While all Project Managers, of course have to manage, it’s also important that they show leadership.  Process and governance are absolutely essential, but can be a little empty if the Project manager fails to show any leadership.

All Project Managers need to make decisions.  Leadership is about looking at all of the available data, consulting with members of the team and their management and considering the impact on all stakeholders, before making a decision.

This may not always be a decision that the majority of the team agree with, but a good leader will always be happy to explain the rationale for the decision to all.

Good leaders communicate well and listen to and encourage members of their team.  Leadership is about maintaining team spirit and morale, even when the project is experiencing problems.

Leaders develop trust.  They show that they trust members of their team to deliver and gain trust from their team and management, from the way they conduct themselves and the project.


Micro Management

Whether you’re managing suppliers or in-house staff, it’s important that Project Managers get their people management right.

The clue is in the title of ‘Project Management’, it’s about managing the project, not about writing the requirements or designing it. Too many Project Managers get overly involved in the technical side of the project, and as a result get lost in the detail. Doing this risks losing sight of the overall direction of the project and also demotivates the staff whose job it is to sort out the technical detail.

Project Managers who get involved in everything or try to micro manage, risk becoming less effective, partly because they are preventing themselves from seeing the bigger picture, and partly because the workload they generate for themselves means they get burned out.

Delegate where you can and where appropriate. People in teams generally work better when they are given responsibility and they know that they are trusted to do the work.
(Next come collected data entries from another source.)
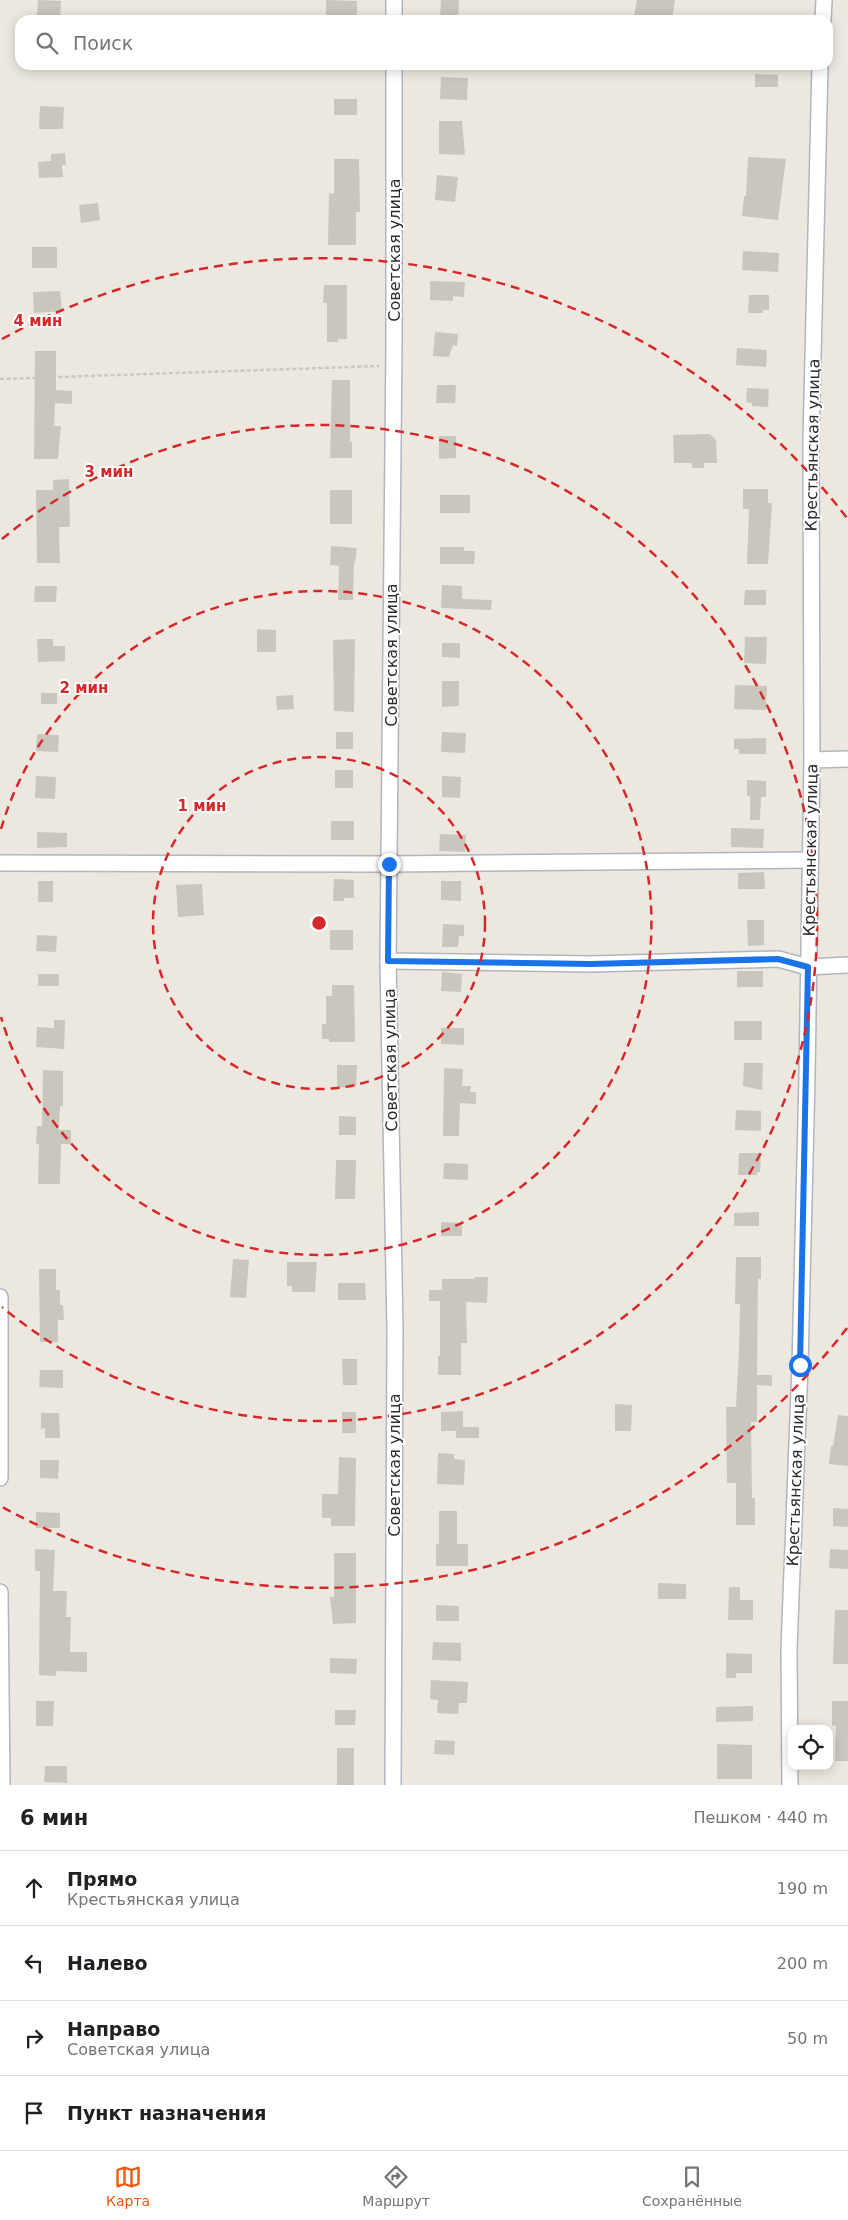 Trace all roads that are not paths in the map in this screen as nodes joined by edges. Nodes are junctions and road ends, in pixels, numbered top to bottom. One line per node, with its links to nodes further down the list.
1 (394, 0): 3 (street)
2 (824, 0): 4 (street)
3 (394, 15)
4 (823, 15)
5 (394, 70): 11 (street, Советская улица)
6 (820, 70): 8 (street, Крестьянская улица)
7 (848, 759): 8 (street)
8 (812, 760): 9 (street, Крестьянская улица)
9 (809, 860): 11 (street); 14 (street, Крестьянская улица)
10 (0, 863): 11 (street)
11 (389, 864): 12 (street, Советская улица)
12 (388, 961): 14 (street); 20 (street, Советская улица)
13 (848, 965): 14 (street)
14 (808, 967): 21 (street, Крестьянская улица)
15 (0, 1298): 16 (street)
16 (1, 1378): 17 (street)
17 (0, 1478)
18 (0, 1592): 19 (street)
19 (2, 1785)
20 (393, 1785)
21 (790, 1785)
The Project Manager needs to ask questions and challenge, but doesn’t need to be hands-on.

It does need to be clear who is responsible for what. In larger projects, it’s not uncommon to produce terms of reference, so that people understand what they are expected to do and know the limits of their responsibilities.


Managing Suppliers

Treat your suppliers well. You need the whole project team pulling together to help you deliver and it won’t help if you treat your suppliers poorly.
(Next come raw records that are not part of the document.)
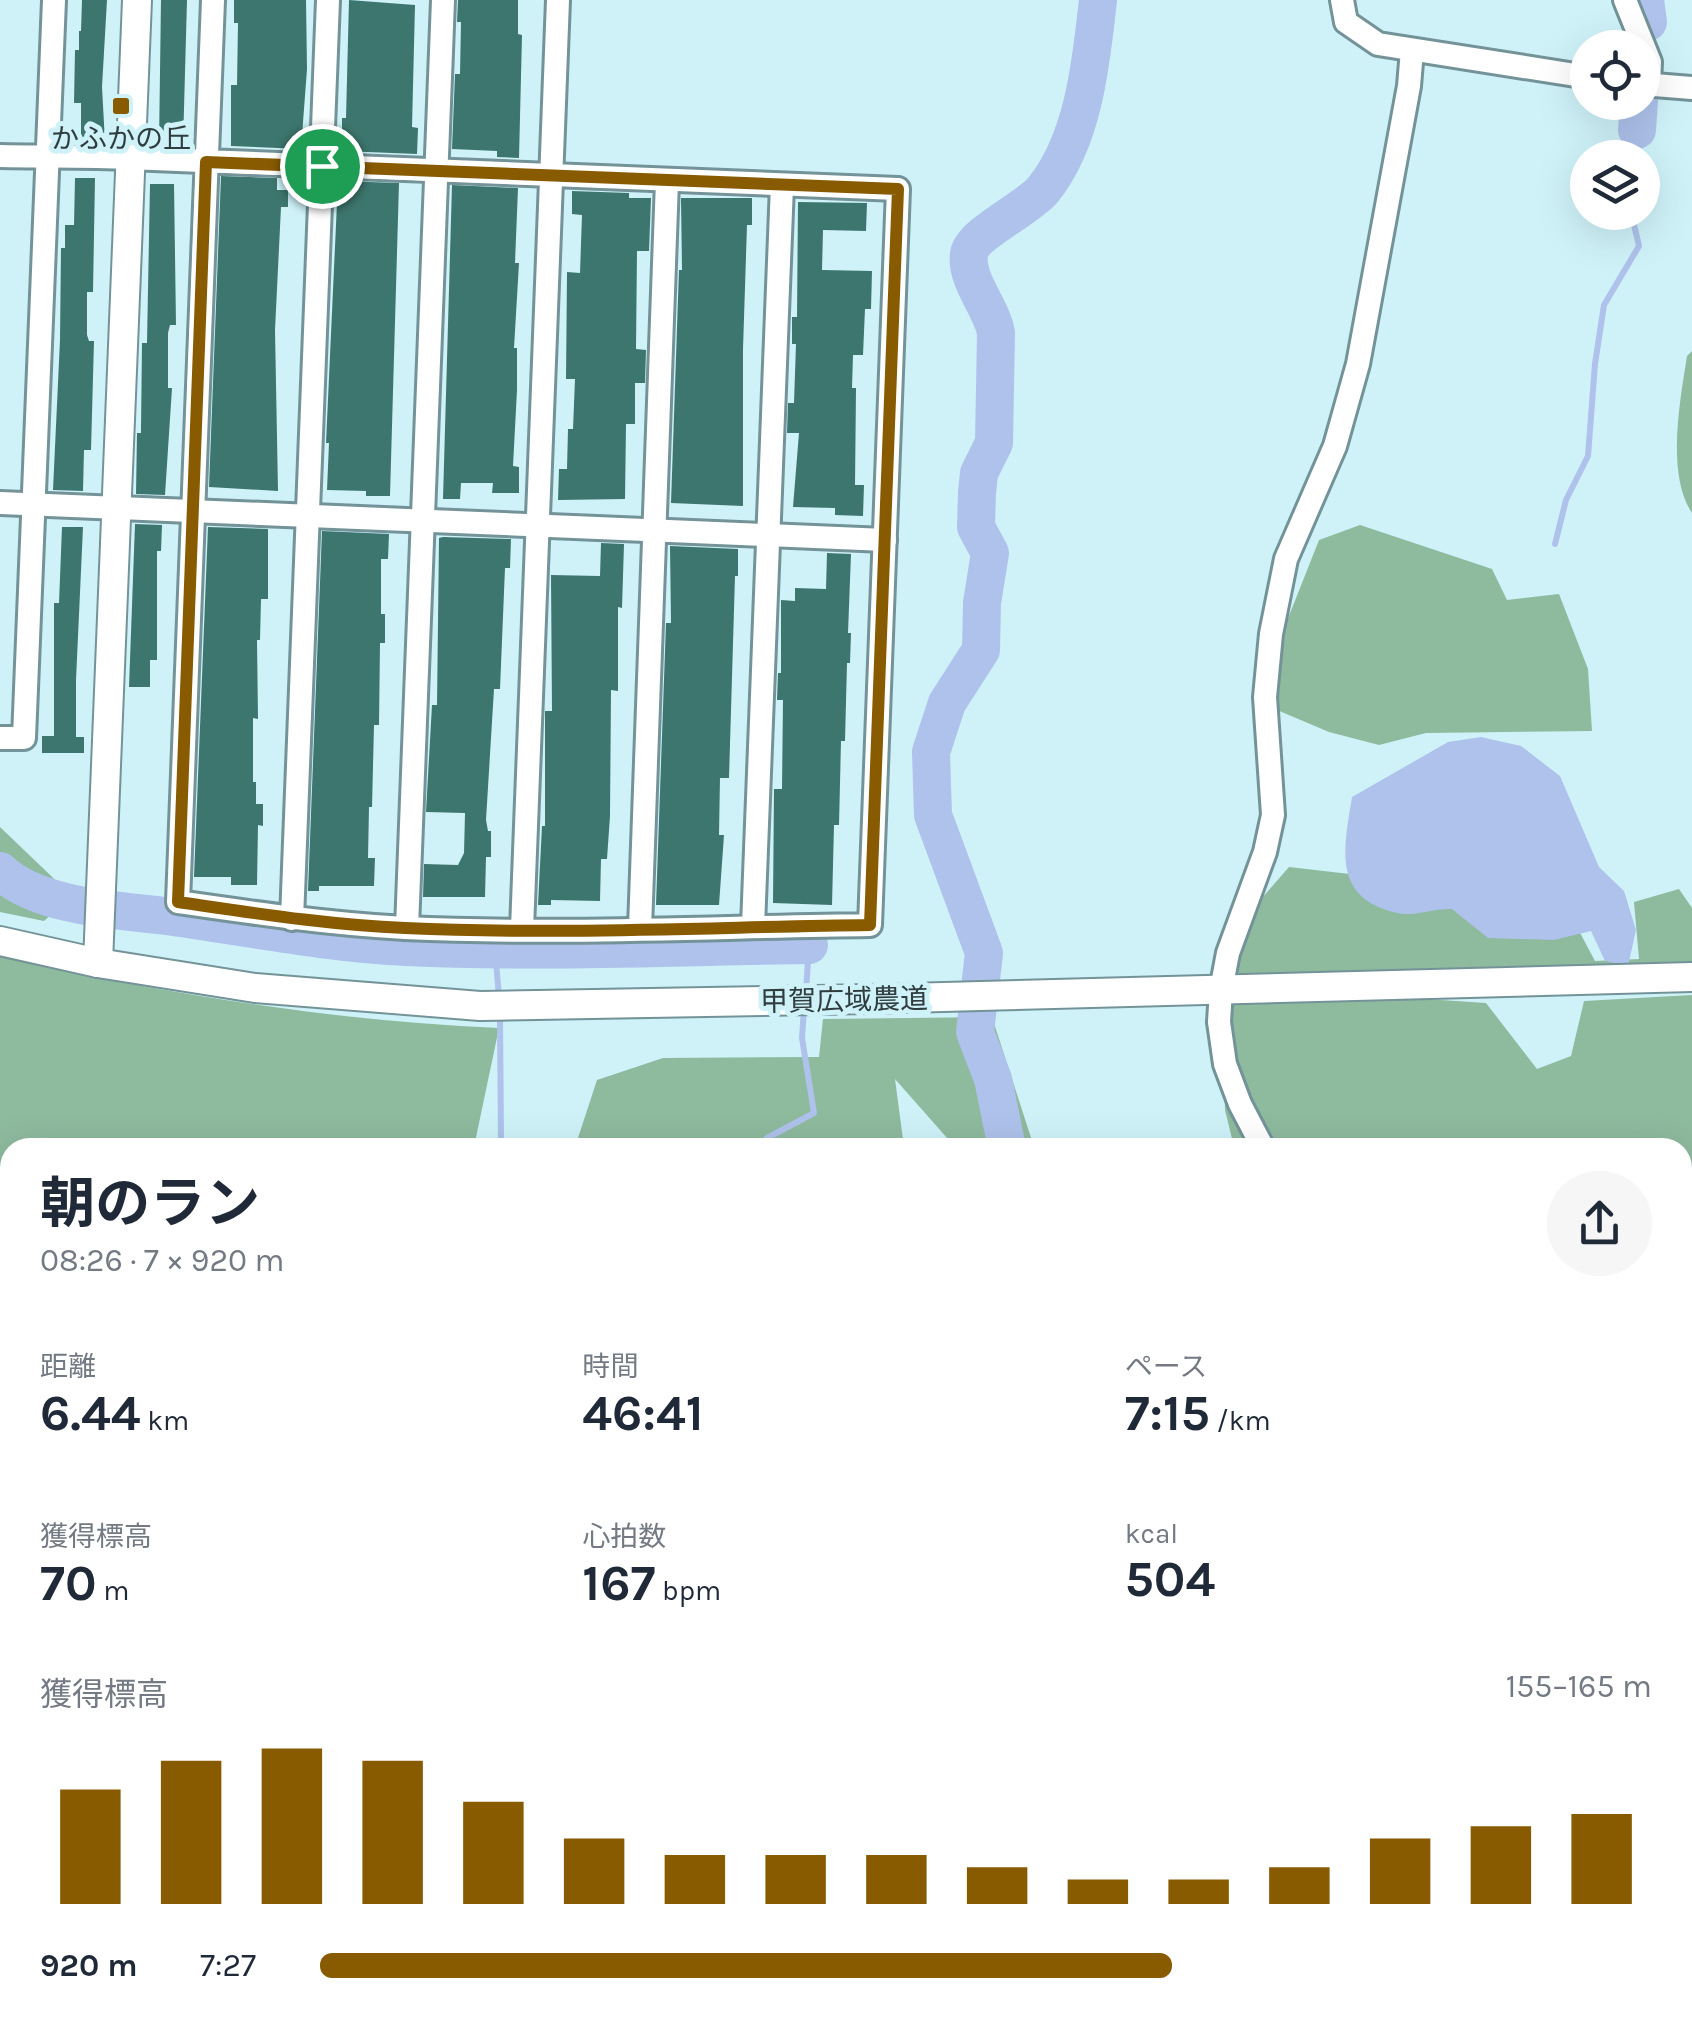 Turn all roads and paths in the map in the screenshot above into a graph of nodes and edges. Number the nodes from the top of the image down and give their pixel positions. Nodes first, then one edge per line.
1 (54, 0) edge
2 (137, 0) edge
3 (213, 0) edge
4 (328, 0) edge
5 (444, 0) edge
6 (558, 0) edge
7 (1342, 0) edge
8 (1625, 0) edge
9 (1637, 30) edge
10 (1412, 50) junction
11 (1570, 74) edge
12 (1660, 86) edge
13 (1692, 88) edge
14 (0, 156) edge
15 (47, 156) junction
16 (131, 158) junction
17 (206, 162) junction
18 (322, 166) junction
19 (437, 171) junction
20 (552, 176) junction
21 (667, 181) junction
22 (782, 185) junction
23 (0, 503) edge
24 (33, 504) junction
25 (115, 508) junction
26 (193, 512) junction
27 (309, 516) junction
28 (423, 521) junction
29 (539, 525) junction
30 (654, 530) junction
31 (770, 536) junction
32 (884, 540) junction
33 (0, 738) edge
34 (292, 919) junction
35 (753, 926) junction
36 (407, 928) junction
37 (640, 928) junction
38 (522, 929) junction
39 (0, 941) edge
40 (98, 963) junction
41 (1692, 977) edge
42 (1221, 990) junction
43 (1258, 1138) edge

1 - 15 street
2 - 16 street
3 - 17 street
4 - 18 street
5 - 19 street
6 - 20 street
7 - 10 street
8 - 9 street
10 - 11 street
10 - 42 street
12 - 13 street
14 - 15 street
15 - 16 street
15 - 24 street
16 - 17 street
16 - 25 street
17 - 18 street
17 - 26 street
18 - 19 street
18 - 27 street
19 - 20 street
19 - 28 street
20 - 21 street
20 - 29 street
21 - 22 street
21 - 30 street
22 - 31 street
22 - 32 street
23 - 24 street
24 - 25 street
24 - 33 street
25 - 26 street
25 - 40 street
26 - 27 street
26 - 34 street
27 - 28 street
27 - 34 street
28 - 29 street
28 - 36 street
29 - 30 street
29 - 38 street
30 - 31 street
30 - 37 street
31 - 32 street
31 - 35 street
32 - 35 street
34 - 36 street
35 - 37 street
36 - 38 street
37 - 38 street
39 - 40 street, 甲賀広域農道
40 - 42 street, 甲賀広域農道
41 - 42 street, 甲賀広域農道
42 - 43 street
You’ve every right to expect suppliers not to make repeated mistakes, but they will make some mistakes. You don’t have to beat a supplier up every time they get something wrong. Be honest about your feelings on what has happened and then move on.

I’ve witnessed very adversarial relationships develop with suppliers, because the Project Manager has felt let down by the supplier, and in an overcharged atmosphere has felt the need to become very aggressive. If the Project Manager’s relationship with the supplier breaks down, the project has significantly less chance of delivering.


Persuasion not Aggression

There is a myth out there that Project Managers need to be aggressive, shout at people and bully a bit to get things delivered.

Nothing could be further from the truth, especially in small organisations and where you have long-term relationships both with suppliers and employees. There’s little to be gained from upsetting people to try to get a project delivered. The best Project Managers persuade and influence, bring teams together and motivate them. This is rarely achieved by bullying.

I managed a huge system delivery for a FTSE 100 company. This was an 18-month project, and at the time represented the largest implementation in that company’s history. There was a massive amount of work to be done and the change touched so many of the company’s systems that there would have been serious impacts if faults had been found after go-live.

The project delivered on time and budget and without any issues after go-live.

In a meeting with my manager (an otherwise highly intelligent man) he congratulated me for the success of the project, but said that a number of people couldn’t understand how I’d done it and were going as far as to suggest it must have been blind luck!

Feeling rather offended by this, I enquired why, to which he said ‘But you don’t shout at people, a lot of the senior staff can’t believe you could deliver a project as big as this without shouting at people’.

He then went on to say maybe I should shout at people now and again to enhance my reputation. I did find it very sad to hear such views, but it’s not an uncommon perception.

I’ve delivered a lot of projects and I’m proud to say I’ve not had to shout at people to achieve this.

Persuade, cajole, use diplomacy, but please don’t be overly aggressive. It may make you feel better briefly and provide a short-term gain, but won’t help you deliver in the longer run.